Cuando los políticos de turno decidieron limitar a los ciudadanos la entrada al Palacio del Infantado de Guadalajara, sus estancias interiores quedaron en soledad. Las golondrinas y avioncillos que revoloteaban entre los vanos de sus galerías, fueron desapareciendo. El patio de los leones quedó en silencio. Años antes, la biblioteca, atraías a cientos de jóvenes a sus salas de lectura, situada en las mejores vistas a la llana campiña cuyo horizonte vislumbraba Madrid.

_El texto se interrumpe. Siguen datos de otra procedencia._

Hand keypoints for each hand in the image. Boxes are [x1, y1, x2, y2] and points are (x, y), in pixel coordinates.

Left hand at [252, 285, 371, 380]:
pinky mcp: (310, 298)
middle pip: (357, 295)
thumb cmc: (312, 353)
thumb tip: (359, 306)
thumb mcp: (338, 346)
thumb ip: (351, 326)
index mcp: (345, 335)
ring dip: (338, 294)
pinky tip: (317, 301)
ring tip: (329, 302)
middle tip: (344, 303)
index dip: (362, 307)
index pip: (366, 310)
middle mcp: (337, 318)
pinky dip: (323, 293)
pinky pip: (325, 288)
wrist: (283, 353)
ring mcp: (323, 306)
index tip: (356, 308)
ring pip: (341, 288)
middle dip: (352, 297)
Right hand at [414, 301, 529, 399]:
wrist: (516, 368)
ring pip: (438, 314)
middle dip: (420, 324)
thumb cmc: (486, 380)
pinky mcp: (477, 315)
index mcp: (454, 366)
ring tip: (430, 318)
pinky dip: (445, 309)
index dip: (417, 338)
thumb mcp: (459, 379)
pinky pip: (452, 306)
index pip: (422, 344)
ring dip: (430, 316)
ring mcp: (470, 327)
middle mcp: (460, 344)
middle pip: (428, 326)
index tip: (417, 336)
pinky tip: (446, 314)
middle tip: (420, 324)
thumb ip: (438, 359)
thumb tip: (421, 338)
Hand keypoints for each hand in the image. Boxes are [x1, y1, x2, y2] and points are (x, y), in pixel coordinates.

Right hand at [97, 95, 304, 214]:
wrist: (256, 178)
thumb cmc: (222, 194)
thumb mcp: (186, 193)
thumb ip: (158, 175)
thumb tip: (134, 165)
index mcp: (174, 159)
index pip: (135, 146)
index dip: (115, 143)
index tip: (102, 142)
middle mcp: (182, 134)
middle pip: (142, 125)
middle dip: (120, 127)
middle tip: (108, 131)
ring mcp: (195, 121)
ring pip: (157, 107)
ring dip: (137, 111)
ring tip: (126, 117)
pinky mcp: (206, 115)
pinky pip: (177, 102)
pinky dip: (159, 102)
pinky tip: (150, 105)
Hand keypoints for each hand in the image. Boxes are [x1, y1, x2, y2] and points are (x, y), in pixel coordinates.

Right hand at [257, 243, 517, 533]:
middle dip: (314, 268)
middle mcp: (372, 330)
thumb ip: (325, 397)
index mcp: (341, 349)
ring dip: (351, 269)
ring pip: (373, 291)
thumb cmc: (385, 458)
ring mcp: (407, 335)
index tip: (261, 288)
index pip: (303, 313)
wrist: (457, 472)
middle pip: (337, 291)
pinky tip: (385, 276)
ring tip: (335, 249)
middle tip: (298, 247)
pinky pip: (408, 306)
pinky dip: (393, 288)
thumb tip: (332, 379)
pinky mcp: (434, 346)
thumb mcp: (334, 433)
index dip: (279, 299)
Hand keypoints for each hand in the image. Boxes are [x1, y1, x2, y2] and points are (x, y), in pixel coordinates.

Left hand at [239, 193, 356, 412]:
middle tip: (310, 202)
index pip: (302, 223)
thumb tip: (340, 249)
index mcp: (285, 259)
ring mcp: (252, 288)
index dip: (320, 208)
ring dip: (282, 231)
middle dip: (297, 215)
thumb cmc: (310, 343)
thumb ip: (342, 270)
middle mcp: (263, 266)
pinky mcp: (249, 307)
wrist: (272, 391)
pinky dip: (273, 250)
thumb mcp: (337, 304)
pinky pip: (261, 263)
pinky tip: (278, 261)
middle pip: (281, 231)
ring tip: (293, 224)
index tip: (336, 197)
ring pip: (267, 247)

Este hecho, había conseguido neutralizar los horrores que la guerra del 36, que casi llegó a destruir todo el edificio con un incendio. Pero hacía unos pocos años que la biblioteca fue trasladada al reconstruido Palacio de Dávalos, edificio adaptado de modo más funcional para ser útil como biblioteca. Ahora, de nuevo, el viejo Palacio del Infantado abrigaba la bruma de la soledad que todo lo envolvía. Sin libros, ni miradas de enamorados, sin novios que se fotografiasen por sus rincones, sin charlas de estudiantes. El silencio y la soledad avivó a los viejos grifos rampantes dormidos, y los demás animales representados en sus arcos de jardín mitológico, se tornaron más intimidadores. Por sus salas y pasillos, se volvió a sentir los lamentos y lloros de los huérfanos de militares que pasaron frío en sus instancias. Las gruesas paredes, ahora humedecidas, rezumaban formas diabólicas, como dibujos de almas que no descansaban en paz, como si las viejas intrigas y avaricias de los Mendoza y Luna, sus primeros moradores volvieran a resurgir. De nuevo, todo el gran edificio, trasmitía sentimientos malignos. Parcialmente, esta parte de la ciudad de Guadalajara, volvió a pasar al lado oscuro de la historia.